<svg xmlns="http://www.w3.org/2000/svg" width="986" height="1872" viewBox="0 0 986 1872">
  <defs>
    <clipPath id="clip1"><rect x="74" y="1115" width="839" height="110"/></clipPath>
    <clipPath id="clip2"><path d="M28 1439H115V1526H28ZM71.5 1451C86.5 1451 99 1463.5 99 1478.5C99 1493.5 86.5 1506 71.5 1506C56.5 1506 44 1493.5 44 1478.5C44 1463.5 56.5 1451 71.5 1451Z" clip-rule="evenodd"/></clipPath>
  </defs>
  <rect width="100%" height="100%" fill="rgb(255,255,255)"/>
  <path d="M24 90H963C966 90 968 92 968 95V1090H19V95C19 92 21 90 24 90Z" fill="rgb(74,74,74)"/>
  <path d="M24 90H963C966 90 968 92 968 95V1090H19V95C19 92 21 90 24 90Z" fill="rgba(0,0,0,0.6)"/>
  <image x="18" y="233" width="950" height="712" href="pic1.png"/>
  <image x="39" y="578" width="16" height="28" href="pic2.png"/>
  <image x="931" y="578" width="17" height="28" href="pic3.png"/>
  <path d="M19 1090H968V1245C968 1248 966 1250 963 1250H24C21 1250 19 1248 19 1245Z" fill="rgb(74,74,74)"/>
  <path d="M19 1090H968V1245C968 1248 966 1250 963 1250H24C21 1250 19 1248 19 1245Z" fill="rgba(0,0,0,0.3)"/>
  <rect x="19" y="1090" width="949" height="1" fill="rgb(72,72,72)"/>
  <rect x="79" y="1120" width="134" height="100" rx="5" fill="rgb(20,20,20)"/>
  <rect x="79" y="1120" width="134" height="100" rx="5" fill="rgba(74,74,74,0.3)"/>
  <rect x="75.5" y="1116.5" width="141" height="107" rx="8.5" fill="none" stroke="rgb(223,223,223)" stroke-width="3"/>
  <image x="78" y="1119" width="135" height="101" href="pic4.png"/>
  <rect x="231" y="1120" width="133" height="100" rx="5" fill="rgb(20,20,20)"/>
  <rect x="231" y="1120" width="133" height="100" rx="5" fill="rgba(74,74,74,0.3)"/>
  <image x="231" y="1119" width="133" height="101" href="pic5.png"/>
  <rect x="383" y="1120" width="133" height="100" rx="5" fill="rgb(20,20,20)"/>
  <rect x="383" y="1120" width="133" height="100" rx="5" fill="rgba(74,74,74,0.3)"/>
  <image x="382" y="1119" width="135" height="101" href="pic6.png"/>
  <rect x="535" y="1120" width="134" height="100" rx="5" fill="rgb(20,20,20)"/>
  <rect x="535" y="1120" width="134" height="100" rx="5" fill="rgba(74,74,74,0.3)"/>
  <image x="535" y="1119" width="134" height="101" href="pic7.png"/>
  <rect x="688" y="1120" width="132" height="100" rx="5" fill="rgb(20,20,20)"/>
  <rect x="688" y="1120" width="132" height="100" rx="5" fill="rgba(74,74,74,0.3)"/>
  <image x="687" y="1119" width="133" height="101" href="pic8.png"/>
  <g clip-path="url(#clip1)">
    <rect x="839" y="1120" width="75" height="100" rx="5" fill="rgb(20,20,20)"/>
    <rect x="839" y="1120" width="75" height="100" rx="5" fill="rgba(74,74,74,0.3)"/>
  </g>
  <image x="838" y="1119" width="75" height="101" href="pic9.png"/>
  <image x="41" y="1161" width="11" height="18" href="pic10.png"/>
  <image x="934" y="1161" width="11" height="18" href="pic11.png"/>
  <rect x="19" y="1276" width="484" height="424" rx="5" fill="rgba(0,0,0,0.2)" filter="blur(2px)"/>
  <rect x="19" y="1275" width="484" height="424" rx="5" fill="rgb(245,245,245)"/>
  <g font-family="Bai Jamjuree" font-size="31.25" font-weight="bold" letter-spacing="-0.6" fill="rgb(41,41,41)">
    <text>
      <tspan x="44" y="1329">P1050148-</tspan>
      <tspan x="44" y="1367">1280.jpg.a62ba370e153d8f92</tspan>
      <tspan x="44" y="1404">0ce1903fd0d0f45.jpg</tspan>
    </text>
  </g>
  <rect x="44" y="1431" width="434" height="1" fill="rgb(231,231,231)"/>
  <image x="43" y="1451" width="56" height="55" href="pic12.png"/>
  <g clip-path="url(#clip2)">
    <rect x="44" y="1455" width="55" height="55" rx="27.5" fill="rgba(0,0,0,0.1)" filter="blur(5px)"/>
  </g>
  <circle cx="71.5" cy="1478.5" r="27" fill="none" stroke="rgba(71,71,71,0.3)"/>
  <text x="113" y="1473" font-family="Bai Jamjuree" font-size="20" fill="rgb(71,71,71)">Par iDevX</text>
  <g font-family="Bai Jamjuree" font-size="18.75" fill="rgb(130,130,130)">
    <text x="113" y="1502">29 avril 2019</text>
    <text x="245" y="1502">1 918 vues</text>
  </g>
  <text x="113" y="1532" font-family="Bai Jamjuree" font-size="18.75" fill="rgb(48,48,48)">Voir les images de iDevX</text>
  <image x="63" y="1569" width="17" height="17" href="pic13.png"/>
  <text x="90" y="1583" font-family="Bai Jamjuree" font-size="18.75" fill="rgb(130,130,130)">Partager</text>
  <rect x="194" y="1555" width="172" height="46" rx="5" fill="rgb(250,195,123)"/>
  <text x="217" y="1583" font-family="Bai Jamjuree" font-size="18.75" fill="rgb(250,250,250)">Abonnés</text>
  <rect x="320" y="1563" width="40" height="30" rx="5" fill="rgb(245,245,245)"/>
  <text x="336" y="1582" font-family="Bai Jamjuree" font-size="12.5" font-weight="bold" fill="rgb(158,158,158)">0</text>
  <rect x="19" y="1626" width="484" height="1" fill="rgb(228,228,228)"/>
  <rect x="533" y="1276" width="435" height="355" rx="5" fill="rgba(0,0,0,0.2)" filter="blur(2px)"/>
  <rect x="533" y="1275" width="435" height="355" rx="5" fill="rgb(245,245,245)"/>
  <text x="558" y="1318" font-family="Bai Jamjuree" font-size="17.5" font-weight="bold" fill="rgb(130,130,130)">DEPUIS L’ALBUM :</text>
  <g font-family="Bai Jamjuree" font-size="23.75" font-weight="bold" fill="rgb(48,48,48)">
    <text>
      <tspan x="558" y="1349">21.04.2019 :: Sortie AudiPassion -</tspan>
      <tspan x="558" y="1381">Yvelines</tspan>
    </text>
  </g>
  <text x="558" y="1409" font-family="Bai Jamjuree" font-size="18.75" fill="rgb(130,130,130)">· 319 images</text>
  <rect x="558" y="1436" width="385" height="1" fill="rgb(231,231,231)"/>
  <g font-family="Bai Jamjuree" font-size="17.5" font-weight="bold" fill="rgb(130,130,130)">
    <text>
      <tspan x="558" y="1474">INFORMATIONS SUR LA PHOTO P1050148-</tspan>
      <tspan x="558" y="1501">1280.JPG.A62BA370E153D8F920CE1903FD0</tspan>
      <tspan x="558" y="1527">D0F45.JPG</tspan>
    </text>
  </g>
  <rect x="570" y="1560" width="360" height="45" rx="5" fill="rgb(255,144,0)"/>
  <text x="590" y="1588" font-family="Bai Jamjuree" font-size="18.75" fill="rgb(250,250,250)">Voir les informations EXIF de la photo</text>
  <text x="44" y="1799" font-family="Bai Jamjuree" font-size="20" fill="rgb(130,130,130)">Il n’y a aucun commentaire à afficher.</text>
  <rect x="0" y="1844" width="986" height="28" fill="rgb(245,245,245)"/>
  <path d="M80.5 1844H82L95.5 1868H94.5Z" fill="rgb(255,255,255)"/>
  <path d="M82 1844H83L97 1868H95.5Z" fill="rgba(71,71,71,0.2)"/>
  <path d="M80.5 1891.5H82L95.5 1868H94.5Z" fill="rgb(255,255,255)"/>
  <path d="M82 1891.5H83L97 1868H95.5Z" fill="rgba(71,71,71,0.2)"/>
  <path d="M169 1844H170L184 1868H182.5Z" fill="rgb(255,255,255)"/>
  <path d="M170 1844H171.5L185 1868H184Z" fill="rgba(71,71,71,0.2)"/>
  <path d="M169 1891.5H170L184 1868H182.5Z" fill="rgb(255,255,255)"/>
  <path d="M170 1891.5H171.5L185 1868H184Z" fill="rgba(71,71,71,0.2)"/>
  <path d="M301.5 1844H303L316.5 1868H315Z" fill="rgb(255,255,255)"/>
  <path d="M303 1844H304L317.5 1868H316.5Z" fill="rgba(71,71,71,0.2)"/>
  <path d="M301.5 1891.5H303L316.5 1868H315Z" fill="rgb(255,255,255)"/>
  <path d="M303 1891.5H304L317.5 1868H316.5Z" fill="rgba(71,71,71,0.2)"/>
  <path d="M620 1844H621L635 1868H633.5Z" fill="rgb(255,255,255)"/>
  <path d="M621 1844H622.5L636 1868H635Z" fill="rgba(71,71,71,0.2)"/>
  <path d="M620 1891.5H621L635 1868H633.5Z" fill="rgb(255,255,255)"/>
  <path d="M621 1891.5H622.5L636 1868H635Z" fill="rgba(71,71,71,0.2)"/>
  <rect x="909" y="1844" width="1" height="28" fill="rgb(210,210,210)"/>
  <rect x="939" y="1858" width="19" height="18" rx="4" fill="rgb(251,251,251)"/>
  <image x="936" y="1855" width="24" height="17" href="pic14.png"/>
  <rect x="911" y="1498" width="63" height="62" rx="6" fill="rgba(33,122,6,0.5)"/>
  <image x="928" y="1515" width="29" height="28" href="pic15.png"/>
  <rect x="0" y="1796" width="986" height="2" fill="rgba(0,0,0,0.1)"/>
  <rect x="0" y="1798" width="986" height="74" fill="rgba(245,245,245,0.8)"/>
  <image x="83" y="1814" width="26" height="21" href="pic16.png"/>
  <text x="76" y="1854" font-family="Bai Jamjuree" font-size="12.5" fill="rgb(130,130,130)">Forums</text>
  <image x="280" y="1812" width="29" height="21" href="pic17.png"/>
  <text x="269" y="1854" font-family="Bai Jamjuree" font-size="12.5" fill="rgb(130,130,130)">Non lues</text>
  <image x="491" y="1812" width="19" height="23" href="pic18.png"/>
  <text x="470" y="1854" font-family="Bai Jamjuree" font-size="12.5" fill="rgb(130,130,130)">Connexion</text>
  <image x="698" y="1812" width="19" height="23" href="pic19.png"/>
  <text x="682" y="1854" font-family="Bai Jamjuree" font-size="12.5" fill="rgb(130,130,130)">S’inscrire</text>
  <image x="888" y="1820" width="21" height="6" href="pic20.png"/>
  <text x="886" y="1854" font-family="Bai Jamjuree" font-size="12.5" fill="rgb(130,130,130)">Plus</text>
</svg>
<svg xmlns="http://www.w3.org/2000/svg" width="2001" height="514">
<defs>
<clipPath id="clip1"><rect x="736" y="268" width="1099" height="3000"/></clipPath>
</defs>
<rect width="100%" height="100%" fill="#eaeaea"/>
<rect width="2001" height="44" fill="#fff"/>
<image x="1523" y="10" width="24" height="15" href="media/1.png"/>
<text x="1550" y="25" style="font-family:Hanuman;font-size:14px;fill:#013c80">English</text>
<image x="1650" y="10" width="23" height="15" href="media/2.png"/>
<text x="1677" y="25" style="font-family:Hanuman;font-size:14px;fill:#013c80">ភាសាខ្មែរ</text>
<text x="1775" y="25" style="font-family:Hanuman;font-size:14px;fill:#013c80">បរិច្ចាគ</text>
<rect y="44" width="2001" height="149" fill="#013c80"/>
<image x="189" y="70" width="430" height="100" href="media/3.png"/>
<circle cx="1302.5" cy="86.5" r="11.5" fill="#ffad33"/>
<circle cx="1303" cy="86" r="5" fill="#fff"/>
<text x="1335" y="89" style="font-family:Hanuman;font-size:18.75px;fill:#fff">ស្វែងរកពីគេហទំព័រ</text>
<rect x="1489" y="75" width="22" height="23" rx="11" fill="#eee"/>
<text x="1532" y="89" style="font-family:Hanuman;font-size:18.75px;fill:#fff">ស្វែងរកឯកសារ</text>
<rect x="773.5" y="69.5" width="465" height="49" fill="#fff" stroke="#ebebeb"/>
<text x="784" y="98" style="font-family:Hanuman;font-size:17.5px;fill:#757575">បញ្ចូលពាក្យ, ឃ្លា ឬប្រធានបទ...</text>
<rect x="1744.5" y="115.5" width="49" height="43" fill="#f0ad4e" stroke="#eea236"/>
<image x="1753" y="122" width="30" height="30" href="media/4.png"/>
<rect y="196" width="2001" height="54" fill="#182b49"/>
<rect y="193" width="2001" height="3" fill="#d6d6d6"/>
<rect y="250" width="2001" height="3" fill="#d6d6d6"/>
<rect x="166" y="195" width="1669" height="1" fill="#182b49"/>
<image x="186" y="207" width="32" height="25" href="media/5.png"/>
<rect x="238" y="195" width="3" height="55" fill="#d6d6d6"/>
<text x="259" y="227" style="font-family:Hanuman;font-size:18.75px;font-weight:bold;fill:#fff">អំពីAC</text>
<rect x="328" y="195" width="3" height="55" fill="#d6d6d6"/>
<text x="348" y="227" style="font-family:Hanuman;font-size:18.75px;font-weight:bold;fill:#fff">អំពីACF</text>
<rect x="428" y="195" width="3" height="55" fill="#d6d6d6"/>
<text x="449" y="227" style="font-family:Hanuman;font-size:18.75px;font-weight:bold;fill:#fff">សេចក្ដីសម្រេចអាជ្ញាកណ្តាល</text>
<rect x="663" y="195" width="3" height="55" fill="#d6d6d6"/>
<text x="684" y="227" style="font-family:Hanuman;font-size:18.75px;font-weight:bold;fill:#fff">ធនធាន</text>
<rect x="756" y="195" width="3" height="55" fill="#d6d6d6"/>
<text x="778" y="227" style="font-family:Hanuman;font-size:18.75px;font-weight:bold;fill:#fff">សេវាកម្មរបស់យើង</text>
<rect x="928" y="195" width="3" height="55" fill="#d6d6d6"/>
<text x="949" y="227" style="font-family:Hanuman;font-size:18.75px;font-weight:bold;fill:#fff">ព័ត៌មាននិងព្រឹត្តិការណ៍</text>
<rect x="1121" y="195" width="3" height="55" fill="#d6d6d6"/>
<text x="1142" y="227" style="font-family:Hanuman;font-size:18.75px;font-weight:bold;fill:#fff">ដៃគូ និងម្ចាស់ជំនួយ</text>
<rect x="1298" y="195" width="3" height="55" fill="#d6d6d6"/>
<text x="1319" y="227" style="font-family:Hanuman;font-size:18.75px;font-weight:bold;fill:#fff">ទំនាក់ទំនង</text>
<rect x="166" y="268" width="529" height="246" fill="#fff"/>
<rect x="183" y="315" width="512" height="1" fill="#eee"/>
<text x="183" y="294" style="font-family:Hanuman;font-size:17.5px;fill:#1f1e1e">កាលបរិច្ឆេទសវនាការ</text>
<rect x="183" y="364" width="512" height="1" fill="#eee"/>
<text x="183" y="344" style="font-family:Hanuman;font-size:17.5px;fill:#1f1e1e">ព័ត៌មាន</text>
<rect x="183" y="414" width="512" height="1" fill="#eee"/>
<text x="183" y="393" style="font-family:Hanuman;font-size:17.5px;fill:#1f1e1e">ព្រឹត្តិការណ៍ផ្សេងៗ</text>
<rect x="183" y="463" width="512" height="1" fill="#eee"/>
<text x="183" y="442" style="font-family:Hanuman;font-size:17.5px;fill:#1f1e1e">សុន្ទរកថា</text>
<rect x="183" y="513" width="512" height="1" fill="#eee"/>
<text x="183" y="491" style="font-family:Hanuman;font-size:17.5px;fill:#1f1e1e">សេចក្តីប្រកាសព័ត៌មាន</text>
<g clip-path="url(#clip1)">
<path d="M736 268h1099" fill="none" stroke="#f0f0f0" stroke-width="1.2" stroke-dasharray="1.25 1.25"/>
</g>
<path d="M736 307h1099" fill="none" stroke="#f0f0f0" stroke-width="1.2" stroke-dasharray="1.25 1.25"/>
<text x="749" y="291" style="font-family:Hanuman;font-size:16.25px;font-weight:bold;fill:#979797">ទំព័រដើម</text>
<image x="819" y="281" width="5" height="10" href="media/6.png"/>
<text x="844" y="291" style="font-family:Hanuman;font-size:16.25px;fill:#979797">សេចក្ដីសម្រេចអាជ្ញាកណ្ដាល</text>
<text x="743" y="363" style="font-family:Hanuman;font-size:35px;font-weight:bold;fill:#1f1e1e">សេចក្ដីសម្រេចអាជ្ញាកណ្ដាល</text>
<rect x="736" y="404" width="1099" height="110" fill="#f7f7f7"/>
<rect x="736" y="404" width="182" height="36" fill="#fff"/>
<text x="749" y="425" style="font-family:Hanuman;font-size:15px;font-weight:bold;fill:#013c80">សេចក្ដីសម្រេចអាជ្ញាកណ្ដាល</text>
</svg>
========================
Return, line for line and unchanged, the data from its first line through the line containing "1439H115V1526H28ZM71.5 1451C86.5 1451".

<svg xmlns="http://www.w3.org/2000/svg" width="986" height="1872" viewBox="0 0 986 1872">
  <defs>
    <clipPath id="clip1"><rect x="74" y="1115" width="839" height="110"/></clipPath>
    <clipPath id="clip2"><path d="M28 1439H115V1526H28ZM71.5 1451C86.5 1451 99 1463.5 99 1478.5C99 1493.5 86.5 1506 71.5 1506C56.5 1506 44 1493.5 44 1478.5C44 1463.5 56.5 1451 71.5 1451Z" clip-rule="evenodd"/></clipPath>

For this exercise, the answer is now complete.